WHAT TO DO: Some lines in the entries contain the word "Somerville". Copy all of them.

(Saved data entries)

_ _ _

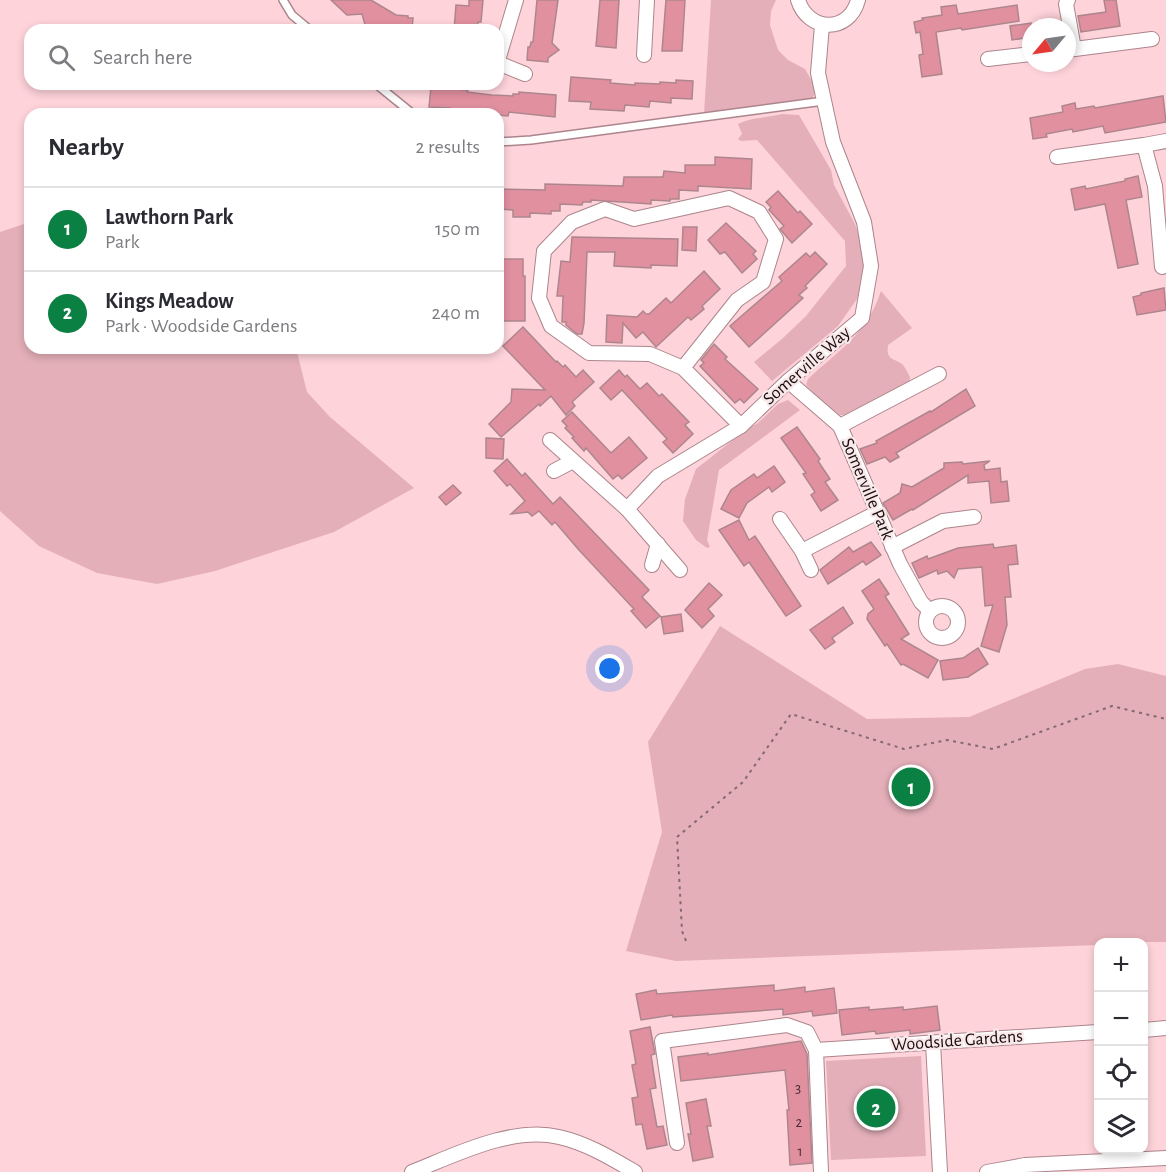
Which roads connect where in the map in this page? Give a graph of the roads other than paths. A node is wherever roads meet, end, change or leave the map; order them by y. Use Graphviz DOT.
graph roads {
  1 [pos="283,0"];
  2 [pos="516,0"];
  3 [pos="647,0"];
  4 [pos="798,0"];
  5 [pos="858,0"];
  6 [pos="1068,0"];
  7 [pos="1068,18"];
  8 [pos="303,24"];
  9 [pos="822,25"];
  10 [pos="1152,39"];
  11 [pos="504,41"];
  12 [pos="1076,49"];
  13 [pos="1022,55"];
  14 [pos="644,56"];
  15 [pos="988,59"];
  16 [pos="504,65"];
  17 [pos="525,74"];
  18 [pos="383,90"];
  19 [pos="824,102"];
  20 [pos="406,108"];
  21 [pos="1166,141"];
  22 [pos="504,142"];
  23 [pos="1144,146"];
  24 [pos="1057,158"];
  25 [pos="1162,267"];
  26 [pos="683,368"];
  27 [pos="939,374"];
  28 [pos="788,381"];
  29 [pos="741,426"];
  30 [pos="840,426"];
  31 [pos="550,440"];
  32 [pos="573,460"];
  33 [pos="555,471"];
  34 [pos="627,509"];
  35 [pos="876,513"];
  36 [pos="974,517"];
  37 [pos="780,519"];
  38 [pos="658,544"];
  39 [pos="892,547"];
  40 [pos="802,551"];
  41 [pos="652,565"];
  42 [pos="680,570"];
  43 [pos="811,570"];
  44 [pos="930,610"];
  45 [pos="1166,1028"];
  46 [pos="1148,1030"];
  47 [pos="1094,1032"];
  48 [pos="933,1042"];
  49 [pos="816,1050"];
  50 [pos="677,1143"];
  51 [pos="1166,1158"];
  52 [pos="412,1172"];
  53 [pos="635,1172"];
  54 [pos="821,1172"];
  55 [pos="940,1172"];
  56 [pos="987,1172"];
  1 -- 8 [label="lane"];
  2 -- 11 [label="street"];
  3 -- 14 [label="street"];
  4 -- 9 [label="street"];
  5 -- 9 [label="street"];
  6 -- 7 [label="street"];
  9 -- 19 [label="street, Somerville Way"];
  10 -- 12 [label="street"];
  13 -- 15 [label="street"];
  16 -- 17 [label="street"];
  18 -- 20 [label="lane"];
  19 -- 22 [label="lane"];
  19 -- 28 [label="street, Somerville Way"];
  21 -- 23 [label="street"];
  23 -- 24 [label="street"];
  23 -- 25 [label="street"];
  26 -- 26 [label="street"];
  26 -- 29 [label="street"];
  27 -- 30 [label="street"];
  28 -- 29 [label="street, Somerville Way"];
  28 -- 30 [label="street, Somerville Park"];
  29 -- 34 [label="street, Somerville Way"];
  30 -- 35 [label="street, Somerville Park"];
  31 -- 32 [label="street"];
  32 -- 33 [label="street"];
  32 -- 34 [label="street"];
  34 -- 38 [label="street"];
  35 -- 39 [label="street, Somerville Park"];
  35 -- 40 [label="street"];
  36 -- 39 [label="street"];
  37 -- 40 [label="street"];
  38 -- 41 [label="street"];
  38 -- 42 [label="street"];
  39 -- 44 [label="street, Somerville Park"];
  40 -- 43 [label="street"];
  45 -- 46 [label="street"];
  47 -- 48 [label="street, Woodside Gardens"];
  48 -- 49 [label="street, Woodside Gardens"];
  48 -- 55 [label="street"];
  49 -- 50 [label="street"];
  49 -- 54 [label="street"];
  51 -- 56 [label="street"];
  52 -- 53 [label="street"];
}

_ _ _

ANSWER AREA:
  9 -- 19 [label="street, Somerville Way"];
  19 -- 28 [label="street, Somerville Way"];
  28 -- 29 [label="street, Somerville Way"];
  28 -- 30 [label="street, Somerville Park"];
  29 -- 34 [label="street, Somerville Way"];
  30 -- 35 [label="street, Somerville Park"];
  35 -- 39 [label="street, Somerville Park"];
  39 -- 44 [label="street, Somerville Park"];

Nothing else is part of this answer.